# I made a new Wood stain video



## Seattlepainting (Jun 8, 2010)

Although we missed filmimg the actual staining...


----------



## canadianpainter (Mar 7, 2009)

Was it really necessary to remove the board? How much time did you spend sanding it?


----------



## straight_lines (Oct 17, 2007)

I didn't look like there was 100+ lf he removed. He is also from Seattle and would likely be raining almost every day. 
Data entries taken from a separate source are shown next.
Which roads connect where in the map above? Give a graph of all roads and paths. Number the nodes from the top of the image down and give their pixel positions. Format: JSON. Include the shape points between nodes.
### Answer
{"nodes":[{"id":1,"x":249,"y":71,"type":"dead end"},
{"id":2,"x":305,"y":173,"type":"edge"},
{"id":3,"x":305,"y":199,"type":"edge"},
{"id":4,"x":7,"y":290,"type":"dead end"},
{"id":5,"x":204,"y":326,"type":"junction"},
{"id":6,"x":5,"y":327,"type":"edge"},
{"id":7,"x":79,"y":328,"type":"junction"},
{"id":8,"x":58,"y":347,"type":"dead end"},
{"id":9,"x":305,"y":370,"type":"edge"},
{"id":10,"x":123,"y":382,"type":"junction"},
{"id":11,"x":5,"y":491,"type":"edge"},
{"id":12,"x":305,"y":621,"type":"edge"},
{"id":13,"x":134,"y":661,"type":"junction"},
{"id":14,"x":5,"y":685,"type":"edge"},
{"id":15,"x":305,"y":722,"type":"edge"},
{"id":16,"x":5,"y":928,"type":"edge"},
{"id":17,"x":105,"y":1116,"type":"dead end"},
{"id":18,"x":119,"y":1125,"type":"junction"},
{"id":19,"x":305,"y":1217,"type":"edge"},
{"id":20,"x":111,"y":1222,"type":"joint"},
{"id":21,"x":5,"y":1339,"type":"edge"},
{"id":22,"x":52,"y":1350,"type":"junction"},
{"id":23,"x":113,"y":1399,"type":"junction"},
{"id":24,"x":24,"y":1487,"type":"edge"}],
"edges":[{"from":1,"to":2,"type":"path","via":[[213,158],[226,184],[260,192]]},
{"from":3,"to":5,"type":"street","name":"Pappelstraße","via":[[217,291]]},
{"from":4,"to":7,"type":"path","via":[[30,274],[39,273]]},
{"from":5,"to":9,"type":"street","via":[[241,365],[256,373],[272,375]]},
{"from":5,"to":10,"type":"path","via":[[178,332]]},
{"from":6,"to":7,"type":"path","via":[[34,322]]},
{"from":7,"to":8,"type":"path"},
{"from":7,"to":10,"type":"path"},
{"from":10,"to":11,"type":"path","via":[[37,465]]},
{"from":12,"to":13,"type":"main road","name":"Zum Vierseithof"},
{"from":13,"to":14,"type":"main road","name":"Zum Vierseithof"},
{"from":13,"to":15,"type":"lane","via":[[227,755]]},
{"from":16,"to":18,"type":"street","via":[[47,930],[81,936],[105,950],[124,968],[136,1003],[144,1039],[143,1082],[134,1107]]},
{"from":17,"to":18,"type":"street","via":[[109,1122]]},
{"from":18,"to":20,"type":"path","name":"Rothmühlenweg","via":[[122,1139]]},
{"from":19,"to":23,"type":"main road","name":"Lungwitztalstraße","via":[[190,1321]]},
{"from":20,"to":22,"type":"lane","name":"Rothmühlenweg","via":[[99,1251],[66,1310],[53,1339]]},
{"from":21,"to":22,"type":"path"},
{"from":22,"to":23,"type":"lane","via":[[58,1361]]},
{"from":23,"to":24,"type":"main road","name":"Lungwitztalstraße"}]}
That turned out really nice.


----------



## Burt White (Nov 8, 2009)

nice work:thumbup:


----------



## Seattlepainting (Jun 8, 2010)

boards were easier to remove, prep, and stain removed..they were only nailed in and we improved the fasteners...we had about 80 linear feet of trim. The restoration work was time and material..about $2100


----------



## canadianpainter (Mar 7, 2009)

Seattlepainting said:


> boards were easier to remove, prep, and stain removed..they were only nailed in and we improved the fasteners...we had about 80 linear feet of trim. The restoration work was time and material..about $2100


$2100 for 80ft of 2"x6" cedar! That's like $25 a foot! Sheesh...Would've been cheaper for your client to replace the wood. :blink:


----------



## ewingpainting.net (Jun 2, 2008)

It looks great


----------



## PressurePros (May 6, 2007)

canadianpainter said:


> $2100 for 80ft of 2"x6" cedar! That's like $25 a foot! Sheesh...Would've been cheaper for your client to replace the wood. :blink:


80 linear feet can be a 30'x20' deck. That's 600 SF of floor + another 600 SF of rail, spindles, caps, posts and fascia. Removing a solid stain by mechanical sanding and removing all handrails for sanding? I wouldn't even look at it for less than $4000. Way too time intensive.

I'm just guessing the above based that h is not charging $25/LF for cap replacement. The proportions and measurements could be different. To R&R 2"x6"cedar handrail caps with #2 grade WRC, I charge $10/LF.

PS: deck looks great!


----------